KATHMANDU, Aug 29: Jafar Miya, 34, was not at home in Muangdaw township of Rakhine state when an unruly mob, allegedly with tacit support from the Myanmar military and police, went on the rampage. When he tried to get to his home the following morning, all he could do was watch from a distance as smoke billowed from demolished buildings. With repeated attempts to get to Muangdaw failed, he could not track down his family.
The unruly mob continued hurling rocks, torching houses and even lynching the Rohingya in what looked like an attempt to evict all people of the Muslim faith who had been living there for centuries. The only choice for Jafar was to find a place where his life would be safe. Along with 13 other desperate Rohingya, he got into a canoe in the night to reach the bordering Bangladesh town of Patiya . It was the 12th of October, 2012.
Jafar and his friends stayed in Patiya for a few days. But as local police started seeking their IDs and other documents, they decided to flee to Sathgani, a town near the Indian border. They started living there in a locality where the population was mostly Muslim. But the locals suggested that they could find work only if they crossed into India.
That is what they did and they finally ended up in Katihar in Bihar. Locals they met at a mosque there offered them work at a pencil factory. But they were still worried about their safety and they decided to move on after five days, fearing possible arrest by police.
Jafar and his friends then arrived in Kathmandu with the help of a Nepali worker at the pencil factory . It was 18 days since they had left their home village in Myanmar. They did not have any trouble crossing into Nepal as they said they were Indians.

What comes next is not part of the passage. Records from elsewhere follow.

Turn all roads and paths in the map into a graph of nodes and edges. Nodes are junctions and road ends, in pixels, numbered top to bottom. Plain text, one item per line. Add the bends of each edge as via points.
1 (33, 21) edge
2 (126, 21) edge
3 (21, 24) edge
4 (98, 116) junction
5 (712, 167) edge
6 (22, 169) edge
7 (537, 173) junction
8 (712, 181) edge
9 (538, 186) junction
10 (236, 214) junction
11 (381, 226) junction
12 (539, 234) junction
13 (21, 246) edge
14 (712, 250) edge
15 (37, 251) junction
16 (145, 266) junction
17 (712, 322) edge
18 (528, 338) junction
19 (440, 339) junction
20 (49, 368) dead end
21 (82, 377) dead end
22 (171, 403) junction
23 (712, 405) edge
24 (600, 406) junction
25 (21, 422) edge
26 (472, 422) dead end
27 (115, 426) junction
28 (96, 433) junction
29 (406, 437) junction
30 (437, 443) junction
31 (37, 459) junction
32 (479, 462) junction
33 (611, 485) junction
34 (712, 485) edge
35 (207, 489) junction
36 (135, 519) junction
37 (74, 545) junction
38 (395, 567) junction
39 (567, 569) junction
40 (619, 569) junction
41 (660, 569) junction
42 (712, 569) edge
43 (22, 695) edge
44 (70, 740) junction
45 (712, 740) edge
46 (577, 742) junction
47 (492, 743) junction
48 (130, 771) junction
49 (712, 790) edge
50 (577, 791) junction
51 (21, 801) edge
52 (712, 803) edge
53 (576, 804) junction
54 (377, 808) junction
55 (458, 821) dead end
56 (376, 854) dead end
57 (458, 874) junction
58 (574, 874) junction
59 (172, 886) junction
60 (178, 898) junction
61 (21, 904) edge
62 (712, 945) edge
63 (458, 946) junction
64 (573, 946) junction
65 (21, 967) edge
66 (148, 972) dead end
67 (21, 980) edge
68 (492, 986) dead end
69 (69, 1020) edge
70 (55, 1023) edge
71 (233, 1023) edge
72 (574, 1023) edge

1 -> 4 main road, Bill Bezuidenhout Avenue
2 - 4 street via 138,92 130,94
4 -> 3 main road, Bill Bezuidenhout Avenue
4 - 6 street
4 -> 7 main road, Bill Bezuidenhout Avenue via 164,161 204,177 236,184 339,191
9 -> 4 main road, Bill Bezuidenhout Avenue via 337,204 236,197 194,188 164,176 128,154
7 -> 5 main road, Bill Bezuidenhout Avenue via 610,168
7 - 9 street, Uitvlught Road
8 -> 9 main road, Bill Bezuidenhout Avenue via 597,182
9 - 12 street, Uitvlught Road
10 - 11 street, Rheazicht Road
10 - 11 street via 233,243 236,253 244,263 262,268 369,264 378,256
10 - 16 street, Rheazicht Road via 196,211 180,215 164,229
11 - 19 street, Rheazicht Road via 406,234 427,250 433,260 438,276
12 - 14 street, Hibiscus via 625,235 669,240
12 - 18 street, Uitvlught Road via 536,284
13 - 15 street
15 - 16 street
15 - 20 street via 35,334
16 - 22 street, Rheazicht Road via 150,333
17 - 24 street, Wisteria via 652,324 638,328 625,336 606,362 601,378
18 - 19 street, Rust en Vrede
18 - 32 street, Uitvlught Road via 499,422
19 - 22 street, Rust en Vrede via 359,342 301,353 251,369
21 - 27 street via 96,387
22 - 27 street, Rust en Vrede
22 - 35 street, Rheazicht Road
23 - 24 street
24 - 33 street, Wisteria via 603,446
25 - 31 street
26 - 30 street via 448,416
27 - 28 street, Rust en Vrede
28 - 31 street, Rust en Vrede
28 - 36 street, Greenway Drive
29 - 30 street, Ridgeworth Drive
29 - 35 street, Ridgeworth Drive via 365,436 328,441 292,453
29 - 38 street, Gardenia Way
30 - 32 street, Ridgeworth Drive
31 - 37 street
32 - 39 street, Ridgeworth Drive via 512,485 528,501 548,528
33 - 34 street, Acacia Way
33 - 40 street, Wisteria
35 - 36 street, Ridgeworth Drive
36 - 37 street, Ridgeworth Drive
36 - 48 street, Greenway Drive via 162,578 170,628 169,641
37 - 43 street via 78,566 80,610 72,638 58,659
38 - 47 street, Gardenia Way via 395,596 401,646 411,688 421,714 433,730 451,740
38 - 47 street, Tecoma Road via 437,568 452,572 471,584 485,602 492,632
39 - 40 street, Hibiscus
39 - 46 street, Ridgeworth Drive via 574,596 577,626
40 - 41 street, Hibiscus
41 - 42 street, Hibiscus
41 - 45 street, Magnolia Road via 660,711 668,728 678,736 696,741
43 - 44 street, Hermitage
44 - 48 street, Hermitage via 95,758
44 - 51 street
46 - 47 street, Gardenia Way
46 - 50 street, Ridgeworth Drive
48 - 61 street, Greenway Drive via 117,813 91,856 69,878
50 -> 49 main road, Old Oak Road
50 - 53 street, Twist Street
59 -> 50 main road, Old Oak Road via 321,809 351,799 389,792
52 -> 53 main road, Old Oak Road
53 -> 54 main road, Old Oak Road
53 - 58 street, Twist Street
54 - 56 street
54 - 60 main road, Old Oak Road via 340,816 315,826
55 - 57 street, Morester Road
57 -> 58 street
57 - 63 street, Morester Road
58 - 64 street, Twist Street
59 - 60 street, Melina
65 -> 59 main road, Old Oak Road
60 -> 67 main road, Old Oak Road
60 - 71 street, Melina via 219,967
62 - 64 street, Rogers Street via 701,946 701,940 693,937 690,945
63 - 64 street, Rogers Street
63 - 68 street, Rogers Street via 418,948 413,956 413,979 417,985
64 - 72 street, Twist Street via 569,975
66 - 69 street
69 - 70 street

The reason they headed for Kathmandu was that they had heard about the United Nations High Commissioner for Refugees (UNHCR) office here. “Initially, we got some help for food and lodging from the Jame Mosque and the UN refugee agency . But as the number of Rohigya refugees increased , the UN agency in 2015 stopped helping us , citing lack of funds,” said Jafar.
Jafar, who was single when he arrived here, is now married and has a year-old daughter. What worries him now is the uncertain future . Since the top leaders of Myanmar and Bangladesh are arriving here for the BIMSTEC Summit, he wishes that they would find an amicable solution to their problem.
“We are neither politicians, nor are we fighting against the government. We are civilians. We want to live peacefully,” he said.
Seated inside the zinc-sheet hut they built after taking some land at Lasuntar, Kapan on lease for five years, Jafar said all they are demanding is the land they had inhabited for years, citizenship cards like other citizens of Myanmar, freedom to practice their own religion and security of life and property. “We are not concerned who rules the country. We want the top leaders from Myanmar, Bangladesh and other countries to negotiate and resolve our issue,” he further said.
Around 400 Rohingya are living in zinc-sheet huts in Lasuntar and the Ram Mandir area of Kapan . As Nepal is not a party to the Refugee Convention (1951) and its optional protocol relating to the status of refugees, all asylum seekers here are treated as illegal migrants.
The Rohingya complain that they are facing insurmountable hardship. They neither receive support from external agencies nor are they allowed to work here legally. “We are desperate. We want the leaders concerned to either make our life in Nepal easier or create an environment for us to go back to our homes. Or else send us to a third country for resettlement,” said 61-year old Shahid Akbar.
Bilateral issues are not part of the agenda for the BIMSTEC Summit. However, top leaders may choose to discuss matters of mutual concern. They will have an opportunity to discuss such issues on the margins of the summit or during the summit retreat, according to officials at the Ministry of Foreign Affairs.